* _LISTED RECORDS_:
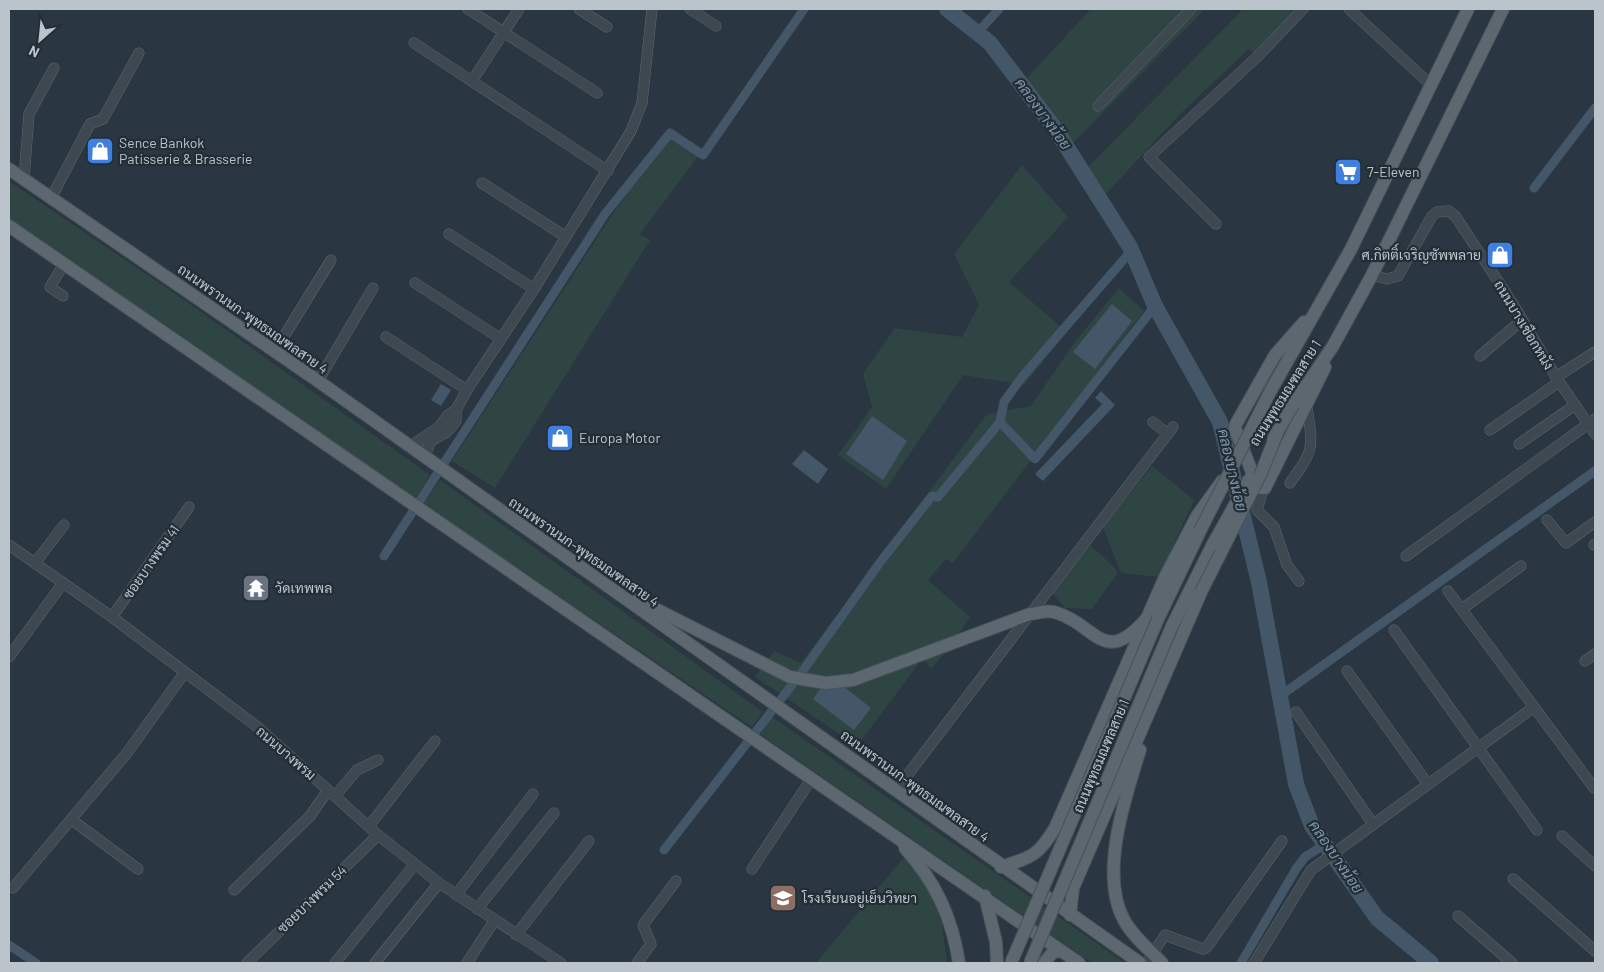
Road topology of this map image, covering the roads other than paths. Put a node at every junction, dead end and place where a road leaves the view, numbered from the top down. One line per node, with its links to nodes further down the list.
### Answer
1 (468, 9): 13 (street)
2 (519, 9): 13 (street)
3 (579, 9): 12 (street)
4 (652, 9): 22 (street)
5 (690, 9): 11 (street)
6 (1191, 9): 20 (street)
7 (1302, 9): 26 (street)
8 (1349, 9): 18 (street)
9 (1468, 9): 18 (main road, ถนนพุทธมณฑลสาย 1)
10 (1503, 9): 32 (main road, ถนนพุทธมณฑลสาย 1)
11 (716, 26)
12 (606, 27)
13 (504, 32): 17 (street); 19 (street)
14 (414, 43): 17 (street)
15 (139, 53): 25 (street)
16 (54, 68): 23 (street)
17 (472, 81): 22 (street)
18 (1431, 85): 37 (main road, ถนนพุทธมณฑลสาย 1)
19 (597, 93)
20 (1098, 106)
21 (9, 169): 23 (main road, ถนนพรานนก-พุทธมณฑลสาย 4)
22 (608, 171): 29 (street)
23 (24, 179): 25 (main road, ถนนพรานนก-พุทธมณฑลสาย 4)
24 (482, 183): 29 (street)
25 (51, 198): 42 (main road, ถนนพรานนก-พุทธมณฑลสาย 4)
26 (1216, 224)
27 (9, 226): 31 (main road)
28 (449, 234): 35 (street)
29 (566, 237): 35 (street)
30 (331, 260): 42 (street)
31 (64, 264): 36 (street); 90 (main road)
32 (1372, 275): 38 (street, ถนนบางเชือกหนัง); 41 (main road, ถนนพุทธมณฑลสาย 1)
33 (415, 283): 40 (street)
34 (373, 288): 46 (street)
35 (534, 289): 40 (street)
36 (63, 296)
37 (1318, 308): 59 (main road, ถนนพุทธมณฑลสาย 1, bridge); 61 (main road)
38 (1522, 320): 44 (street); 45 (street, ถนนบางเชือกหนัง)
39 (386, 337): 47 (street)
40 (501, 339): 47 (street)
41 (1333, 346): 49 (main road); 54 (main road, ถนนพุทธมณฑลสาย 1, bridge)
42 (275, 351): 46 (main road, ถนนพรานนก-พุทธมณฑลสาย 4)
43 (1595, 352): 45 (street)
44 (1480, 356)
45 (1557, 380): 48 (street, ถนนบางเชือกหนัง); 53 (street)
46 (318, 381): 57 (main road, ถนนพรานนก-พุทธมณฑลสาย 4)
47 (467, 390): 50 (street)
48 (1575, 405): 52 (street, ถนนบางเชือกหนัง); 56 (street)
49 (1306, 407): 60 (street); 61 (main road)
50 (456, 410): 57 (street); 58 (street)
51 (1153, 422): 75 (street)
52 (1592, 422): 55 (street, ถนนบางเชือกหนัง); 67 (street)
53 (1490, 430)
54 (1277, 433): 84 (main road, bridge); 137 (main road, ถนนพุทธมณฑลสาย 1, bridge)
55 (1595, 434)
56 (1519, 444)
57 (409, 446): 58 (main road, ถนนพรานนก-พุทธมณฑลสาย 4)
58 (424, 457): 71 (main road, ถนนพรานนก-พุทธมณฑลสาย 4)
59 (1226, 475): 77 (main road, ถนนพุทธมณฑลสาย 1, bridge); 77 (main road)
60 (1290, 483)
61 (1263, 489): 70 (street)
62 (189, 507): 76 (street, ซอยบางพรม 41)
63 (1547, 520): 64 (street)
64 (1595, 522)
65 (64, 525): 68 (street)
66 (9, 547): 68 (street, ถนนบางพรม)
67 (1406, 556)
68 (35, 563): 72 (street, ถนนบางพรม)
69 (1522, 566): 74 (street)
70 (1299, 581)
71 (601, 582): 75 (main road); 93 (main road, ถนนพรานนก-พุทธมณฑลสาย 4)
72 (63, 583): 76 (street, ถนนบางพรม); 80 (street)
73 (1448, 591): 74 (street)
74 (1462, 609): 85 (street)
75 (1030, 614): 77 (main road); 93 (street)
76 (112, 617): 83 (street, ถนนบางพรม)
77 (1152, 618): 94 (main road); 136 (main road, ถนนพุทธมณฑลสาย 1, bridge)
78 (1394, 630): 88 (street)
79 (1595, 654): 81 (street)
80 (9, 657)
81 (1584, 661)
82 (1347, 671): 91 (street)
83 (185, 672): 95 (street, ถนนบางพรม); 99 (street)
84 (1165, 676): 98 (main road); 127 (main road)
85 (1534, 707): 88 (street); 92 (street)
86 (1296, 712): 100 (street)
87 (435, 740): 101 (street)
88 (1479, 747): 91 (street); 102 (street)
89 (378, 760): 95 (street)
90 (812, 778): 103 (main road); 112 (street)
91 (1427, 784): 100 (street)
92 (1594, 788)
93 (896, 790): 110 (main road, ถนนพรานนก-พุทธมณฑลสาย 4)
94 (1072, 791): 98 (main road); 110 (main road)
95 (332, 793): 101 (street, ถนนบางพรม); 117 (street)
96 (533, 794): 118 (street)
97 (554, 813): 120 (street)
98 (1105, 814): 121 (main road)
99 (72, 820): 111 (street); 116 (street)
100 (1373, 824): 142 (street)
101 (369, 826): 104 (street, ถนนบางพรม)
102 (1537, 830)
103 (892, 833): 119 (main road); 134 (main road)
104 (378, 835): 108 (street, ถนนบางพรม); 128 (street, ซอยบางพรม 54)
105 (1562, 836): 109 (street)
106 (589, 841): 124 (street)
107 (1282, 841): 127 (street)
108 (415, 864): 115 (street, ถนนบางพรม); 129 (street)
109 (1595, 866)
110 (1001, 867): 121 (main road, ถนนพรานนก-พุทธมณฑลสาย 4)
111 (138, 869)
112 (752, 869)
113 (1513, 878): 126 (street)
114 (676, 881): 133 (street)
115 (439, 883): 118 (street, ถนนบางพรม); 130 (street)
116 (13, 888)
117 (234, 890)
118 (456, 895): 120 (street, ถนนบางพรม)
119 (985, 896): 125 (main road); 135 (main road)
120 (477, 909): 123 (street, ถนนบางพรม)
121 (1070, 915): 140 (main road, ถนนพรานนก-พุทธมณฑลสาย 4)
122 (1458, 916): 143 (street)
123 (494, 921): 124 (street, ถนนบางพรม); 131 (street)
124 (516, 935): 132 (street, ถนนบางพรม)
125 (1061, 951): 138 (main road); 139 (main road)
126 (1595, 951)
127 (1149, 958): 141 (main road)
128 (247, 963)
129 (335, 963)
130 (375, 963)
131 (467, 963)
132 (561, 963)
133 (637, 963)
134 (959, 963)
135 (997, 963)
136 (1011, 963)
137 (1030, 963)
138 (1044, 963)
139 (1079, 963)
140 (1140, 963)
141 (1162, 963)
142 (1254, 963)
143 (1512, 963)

* _WHAT NEEDS TO BE DONE_: The listing above, line by line: print it exactly, but not its pictures.

* _SOLUTION BELOW_:
Road topology of this map image, covering the roads other than paths. Put a node at every junction, dead end and place where a road leaves the view, numbered from the top down. One line per node, with its links to nodes further down the list.
### Answer
1 (468, 9): 13 (street)
2 (519, 9): 13 (street)
3 (579, 9): 12 (street)
4 (652, 9): 22 (street)
5 (690, 9): 11 (street)
6 (1191, 9): 20 (street)
7 (1302, 9): 26 (street)
8 (1349, 9): 18 (street)
9 (1468, 9): 18 (main road, ถนนพุทธมณฑลสาย 1)
10 (1503, 9): 32 (main road, ถนนพุทธมณฑลสาย 1)
11 (716, 26)
12 (606, 27)
13 (504, 32): 17 (street); 19 (street)
14 (414, 43): 17 (street)
15 (139, 53): 25 (street)
16 (54, 68): 23 (street)
17 (472, 81): 22 (street)
18 (1431, 85): 37 (main road, ถนนพุทธมณฑลสาย 1)
19 (597, 93)
20 (1098, 106)
21 (9, 169): 23 (main road, ถนนพรานนก-พุทธมณฑลสาย 4)
22 (608, 171): 29 (street)
23 (24, 179): 25 (main road, ถนนพรานนก-พุทธมณฑลสาย 4)
24 (482, 183): 29 (street)
25 (51, 198): 42 (main road, ถนนพรานนก-พุทธมณฑลสาย 4)
26 (1216, 224)
27 (9, 226): 31 (main road)
28 (449, 234): 35 (street)
29 (566, 237): 35 (street)
30 (331, 260): 42 (street)
31 (64, 264): 36 (street); 90 (main road)
32 (1372, 275): 38 (street, ถนนบางเชือกหนัง); 41 (main road, ถนนพุทธมณฑลสาย 1)
33 (415, 283): 40 (street)
34 (373, 288): 46 (street)
35 (534, 289): 40 (street)
36 (63, 296)
37 (1318, 308): 59 (main road, ถนนพุทธมณฑลสาย 1, bridge); 61 (main road)
38 (1522, 320): 44 (street); 45 (street, ถนนบางเชือกหนัง)
39 (386, 337): 47 (street)
40 (501, 339): 47 (street)
41 (1333, 346): 49 (main road); 54 (main road, ถนนพุทธมณฑลสาย 1, bridge)
42 (275, 351): 46 (main road, ถนนพรานนก-พุทธมณฑลสาย 4)
43 (1595, 352): 45 (street)
44 (1480, 356)
45 (1557, 380): 48 (street, ถนนบางเชือกหนัง); 53 (street)
46 (318, 381): 57 (main road, ถนนพรานนก-พุทธมณฑลสาย 4)
47 (467, 390): 50 (street)
48 (1575, 405): 52 (street, ถนนบางเชือกหนัง); 56 (street)
49 (1306, 407): 60 (street); 61 (main road)
50 (456, 410): 57 (street); 58 (street)
51 (1153, 422): 75 (street)
52 (1592, 422): 55 (street, ถนนบางเชือกหนัง); 67 (street)
53 (1490, 430)
54 (1277, 433): 84 (main road, bridge); 137 (main road, ถนนพุทธมณฑลสาย 1, bridge)
55 (1595, 434)
56 (1519, 444)
57 (409, 446): 58 (main road, ถนนพรานนก-พุทธมณฑลสาย 4)
58 (424, 457): 71 (main road, ถนนพรานนก-พุทธมณฑลสาย 4)
59 (1226, 475): 77 (main road, ถนนพุทธมณฑลสาย 1, bridge); 77 (main road)
60 (1290, 483)
61 (1263, 489): 70 (street)
62 (189, 507): 76 (street, ซอยบางพรม 41)
63 (1547, 520): 64 (street)
64 (1595, 522)
65 (64, 525): 68 (street)
66 (9, 547): 68 (street, ถนนบางพรม)
67 (1406, 556)
68 (35, 563): 72 (street, ถนนบางพรม)
69 (1522, 566): 74 (street)
70 (1299, 581)
71 (601, 582): 75 (main road); 93 (main road, ถนนพรานนก-พุทธมณฑลสาย 4)
72 (63, 583): 76 (street, ถนนบางพรม); 80 (street)
73 (1448, 591): 74 (street)
74 (1462, 609): 85 (street)
75 (1030, 614): 77 (main road); 93 (street)
76 (112, 617): 83 (street, ถนนบางพรม)
77 (1152, 618): 94 (main road); 136 (main road, ถนนพุทธมณฑลสาย 1, bridge)
78 (1394, 630): 88 (street)
79 (1595, 654): 81 (street)
80 (9, 657)
81 (1584, 661)
82 (1347, 671): 91 (street)
83 (185, 672): 95 (street, ถนนบางพรม); 99 (street)
84 (1165, 676): 98 (main road); 127 (main road)
85 (1534, 707): 88 (street); 92 (street)
86 (1296, 712): 100 (street)
87 (435, 740): 101 (street)
88 (1479, 747): 91 (street); 102 (street)
89 (378, 760): 95 (street)
90 (812, 778): 103 (main road); 112 (street)
91 (1427, 784): 100 (street)
92 (1594, 788)
93 (896, 790): 110 (main road, ถนนพรานนก-พุทธมณฑลสาย 4)
94 (1072, 791): 98 (main road); 110 (main road)
95 (332, 793): 101 (street, ถนนบางพรม); 117 (street)
96 (533, 794): 118 (street)
97 (554, 813): 120 (street)
98 (1105, 814): 121 (main road)
99 (72, 820): 111 (street); 116 (street)
100 (1373, 824): 142 (street)
101 (369, 826): 104 (street, ถนนบางพรม)
102 (1537, 830)
103 (892, 833): 119 (main road); 134 (main road)
104 (378, 835): 108 (street, ถนนบางพรม); 128 (street, ซอยบางพรม 54)
105 (1562, 836): 109 (street)
106 (589, 841): 124 (street)
107 (1282, 841): 127 (street)
108 (415, 864): 115 (street, ถนนบางพรม); 129 (street)
109 (1595, 866)
110 (1001, 867): 121 (main road, ถนนพรานนก-พุทธมณฑลสาย 4)
111 (138, 869)
112 (752, 869)
113 (1513, 878): 126 (street)
114 (676, 881): 133 (street)
115 (439, 883): 118 (street, ถนนบางพรม); 130 (street)
116 (13, 888)
117 (234, 890)
118 (456, 895): 120 (street, ถนนบางพรม)
119 (985, 896): 125 (main road); 135 (main road)
120 (477, 909): 123 (street, ถนนบางพรม)
121 (1070, 915): 140 (main road, ถนนพรานนก-พุทธมณฑลสาย 4)
122 (1458, 916): 143 (street)
123 (494, 921): 124 (street, ถนนบางพรม); 131 (street)
124 (516, 935): 132 (street, ถนนบางพรม)
125 (1061, 951): 138 (main road); 139 (main road)
126 (1595, 951)
127 (1149, 958): 141 (main road)
128 (247, 963)
129 (335, 963)
130 (375, 963)
131 (467, 963)
132 (561, 963)
133 (637, 963)
134 (959, 963)
135 (997, 963)
136 (1011, 963)
137 (1030, 963)
138 (1044, 963)
139 (1079, 963)
140 (1140, 963)
141 (1162, 963)
142 (1254, 963)
143 (1512, 963)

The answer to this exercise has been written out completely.